G. Effects of the Invention According to the present invention, when the luminance information is higher than the first predetermined value, the main flash is emitted when it is determined that the subject is backlit. Therefore, unnecessary pre-irradiation is not performed, unnecessary consumption of the power battery can be prevented, and the time between shutter releases can be shortened. When the luminance information is equal to or less than the first predetermined value and equal to or more than the second predetermined value, the main flash is emitted regardless of the presence or absence of backlight, but the pre-irradiation is prohibited. Without pre-irradiation, waste of the power supply battery can be prevented. Further, when the luminance information is equal to or less than the second predetermined value, both the main flash emission and the pre-irradiation are performed, so that the red-eye can be prevented.

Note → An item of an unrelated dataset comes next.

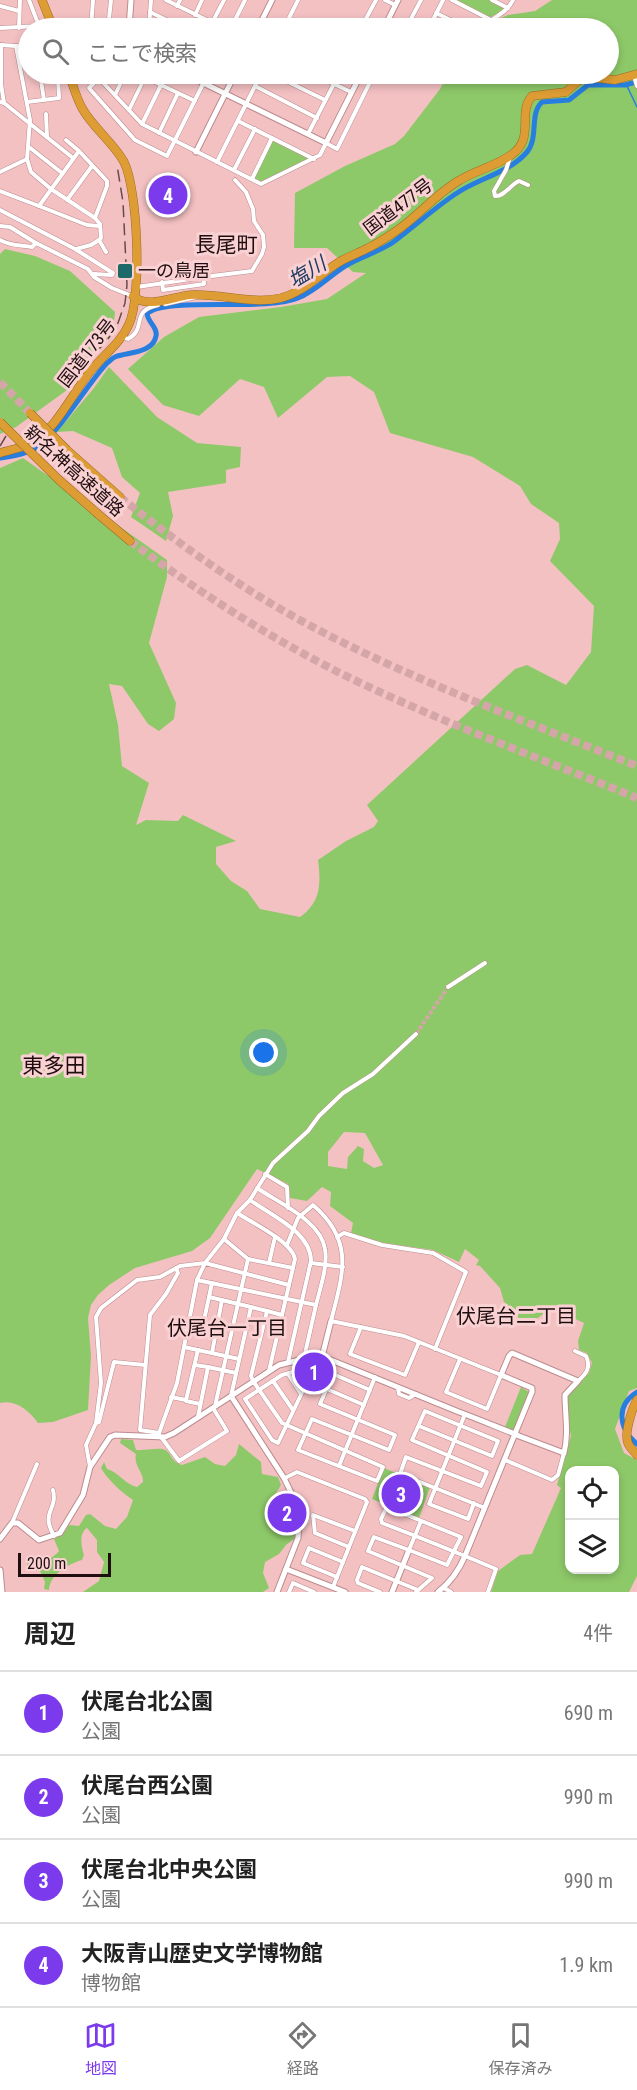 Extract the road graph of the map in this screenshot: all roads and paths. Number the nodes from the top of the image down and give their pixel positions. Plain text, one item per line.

[Brief description of the drawings]

FIG. 1 is a diagram corresponding to claims. 2 to 7 show one embodiment of the present invention, FIG. 2 is a block diagram of a red-eye prevention control device according to the present invention, and FIGS. 3 to 7 are flowcharts showing processing procedures, respectively. 1: CPU 3: Focus detection device 10: Electronic flash device 11: Red eye prevention light emitting device 40: Photometric circuit 101: Main flash device 102: Red eye prevention light emitting device 103: Luminance information output means 104: Judgment means 105: Flash control Means 106: Control means

Continuing from the front page (72) Inventor Hachiro Kanai 1-6-3 Nishioi, Shinagawa-ku, Tokyo Nikon Oi Works Co., Ltd. (72) Toshio Sosa Inventor 1-6-3 Nishioi, Shinagawa-ku, Tokyo Japan Co., Ltd. Nikon Oi Works

Claims (1)

(57) [Claims] A main flash device for irradiating irradiation light for illuminating a subject; and a red-eye preventing light emitting device for irradiating irradiation light for reducing a pupil of a human, wherein the red-eye device emits light before the main flash device emits light. A red-eye prevention control device configured to cause the prevention light-emitting device to emit light; a luminance information output unit configured to output luminance information relating to luminance of the subject; a determination unit configured to determine whether backlight is generated based on the luminance information; When the information is higher than a predetermined first predetermined value, the main flash device is activated when the backlight is determined, and when the luminance information is equal to or less than the first predetermined value, the Flash control means for activating the main flash device regardless of the presence or absence of the backlight determination; and when the luminance information is higher than a second predetermined value lower than the first predetermined value, regardless of the presence or absence of the backlight determination. Red eyes Red-eye prevention control, comprising: a red-eye control unit that prohibits the operation of the light-emitting device for stopping, and permits the operation of the light-emitting device for red-eye prevention when the luminance information is equal to or less than the second predetermined value. apparatus.